Scotland’s lost colony that was burned to the ground
Created before the ill-fated Darien Scheme, a new town for Scots in South Carolina quickly faded from memory, writes Alison Campsie
The Scots who first landed on its shores more than 300 years ago described it in glowing terms as a “most healthy country” with rich soils, fine rivers and a pleasant sub-tropical climate. This stretch of the South Carolina coast was a long way from 17th century Scotland.
The reconnaissance trip to Port Royal in 1682 was to map out one of Scotland’s first overseas colony, with Stuarts Town created at least a decade before the ill-fated Darien Scheme on the isthmus of Panama in the late 1690s.
But, despite this early bold push of Scots imperialism, the project at Stuarts Town is barely remembered.
Burnt to the ground after just two years by Spanish privateers after the Scots linked up with a local indigenous tribe, it was abandoned before it barely took root.
Historian Peter N Moore has researched “Scotland’s lost colony” with his findings published in the latest edition of the Scottish Historical Review, published by Edinburgh University Press.
“Of all of Scotland’s imperial misadventures in the 17th century, none has been so easily forgotten as Stuarts Town,” he said.

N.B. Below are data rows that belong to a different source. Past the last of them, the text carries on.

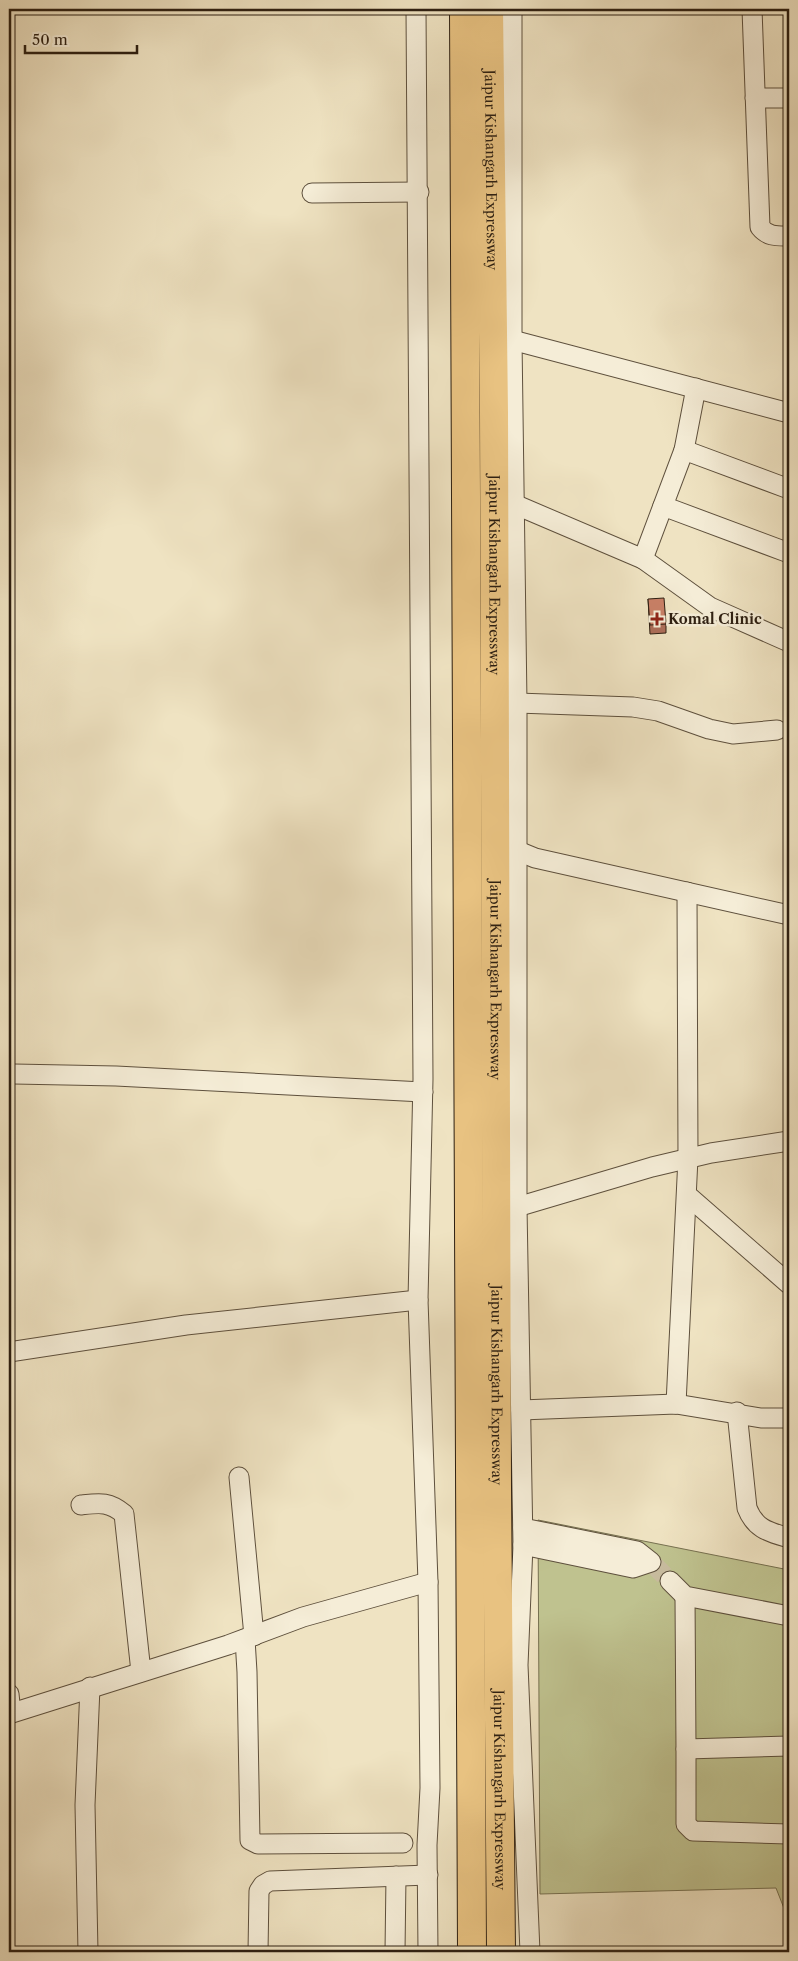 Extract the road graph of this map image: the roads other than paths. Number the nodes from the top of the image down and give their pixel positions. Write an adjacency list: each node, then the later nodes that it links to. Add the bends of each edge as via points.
1 (416, 9): 8 (street)
2 (464, 9): 62 (highway, Jaipur Kishangarh Expressway)
3 (488, 9): 63 (highway, Jaipur Kishangarh Expressway, via 494,472)
4 (512, 9): 11 (street)
5 (752, 9): 6 (street)
6 (755, 98): 7 (street); 10 (street, via 760,227 773,236)
7 (789, 98)
8 (419, 192): 9 (street); 27 (street)
9 (312, 193)
10 (789, 236)
11 (512, 340): 12 (street); 16 (street)
12 (696, 388): 13 (street); 14 (street)
13 (789, 413)
14 (684, 450): 15 (street); 17 (street)
15 (789, 489)
16 (514, 504): 19 (street); 21 (street)
17 (663, 506): 18 (street); 19 (street)
18 (789, 554)
19 (643, 559): 20 (street, via 710,607)
20 (789, 642)
21 (517, 703): 22 (street, via 633,707 658,711 734,734); 23 (street)
22 (777, 730)
23 (518, 851): 24 (street, via 534,858); 31 (street)
24 (687, 892): 25 (street); 29 (street)
25 (789, 915)
26 (14, 1074): 27 (street)
27 (423, 1092): 33 (street)
28 (789, 1141): 29 (street)
29 (688, 1158): 30 (street); 31 (street)
30 (686, 1195): 32 (street); 35 (street)
31 (517, 1206): 36 (street)
32 (789, 1284)
33 (418, 1300): 34 (street, via 186,1325); 44 (street)
34 (9, 1352)
35 (676, 1404): 36 (street); 37 (street)
36 (520, 1410): 41 (street)
37 (737, 1412): 38 (street, via 761,1418); 42 (street, via 746,1508 751,1519 766,1531)
38 (789, 1418)
39 (239, 1477): 47 (street)
40 (81, 1505): 48 (street, via 105,1502 124,1514)
41 (523, 1536): 41 (street, via 637,1551 650,1562 633,1568); 64 (street, via 518,1665)
42 (789, 1538)
43 (670, 1581): 45 (street)
44 (428, 1582): 47 (street, via 303,1617); 56 (street)
45 (685, 1596): 46 (street); 53 (street)
46 (789, 1616)
47 (249, 1637): 48 (street); 55 (street, via 250,1840 258,1844)
48 (141, 1672): 49 (street)
49 (90, 1687): 51 (street); 58 (street, via 85,1805)
50 (9, 1694): 51 (street)
51 (10, 1714)
52 (789, 1746): 53 (street)
53 (686, 1749): 54 (street, via 686,1824 694,1831)
54 (789, 1834)
55 (403, 1843)
56 (428, 1875): 57 (street); 61 (street)
57 (396, 1876): 59 (street, via 270,1881 259,1891); 60 (street)
58 (88, 1952)
59 (258, 1952)
60 (395, 1952)
61 (428, 1952)
62 (472, 1952)
63 (501, 1952)
64 (530, 1952)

As well as giving Scotland a much needed colonial port in the American market, Stuarts Town was intended to be a Presbyterian refuge populated by Covenanters who were facing increasing religious persecution in Scotland for their resistance to Charles II’S attempts to bring in a new liturgy.
The Carolina Company was set up to advance the creation of the colony, with its key figures, Sir John Cochrane of Ochiltree and Sir George Campbell of Cessnock, deeply involved in Presbyterian resistance, Mr Moore wrote. Backed by the Duke of York , the company was granted permission to secure colonies in America that were exempt from English trade restrictions and would help build a new foreign trade for Scotland. Sites from New York to Suriname were looked with two finally selected – East New Jersey and South Carolina, Mr Moore wrote.
One thousand settlers were promised – “subscribers made up a dense network of family, friends and business associates with a common commitment to presbyterian independence from the Scottish episcopal church,” Mr Moore said.
Setting sail in 1684, the settlers made their home in the Port Royal borderlands squeezed between their English neighbours at Charlestown, the Spanish colonialists of northern Florida and the lands held by warring indigenous tribes.
“Like Scotland, Port Royal and its borderlands were chronically violent and unstable places that bred fear of displacement, enslavement and death, but unlike Scotland they lacked a centralised power, giving the Scots an opening to make their bid for empire,” Moore said.
Of particular interest to the Stuarts Town Scots were the indigenous population, who, according to accounts, lived in simplicity, worshipped the new moon and were viewed as possible easy converts to Christianity.
But Stuarts Town was not to last, with the colony razed to the ground by Spanish privateers in 1686, just two years after its founding.
The Scots had negotiated an alliance with the Yamassee, inheriting the Yamassees’ ongoing conflict with the Timucuans, who were under Spanish protection.
In March 1685, several Scots accompanied a Yamassee raiding party to Santa Catalina. Spanish retribution arrived in August 1686 when three galleys and 150 troops overran Scottish defences. Stuarts Town was plundered and burned. It was never rebuilt.
Mr Moore said: “Overshadowed by the Darien venture’s much more spectacular failure the following decade, Stuarts Town slipped from historical memory and for more than two centuries was neglected or dismissed by historians.”
He added: “Stuarts Town was forgotten almost as soon as it began.”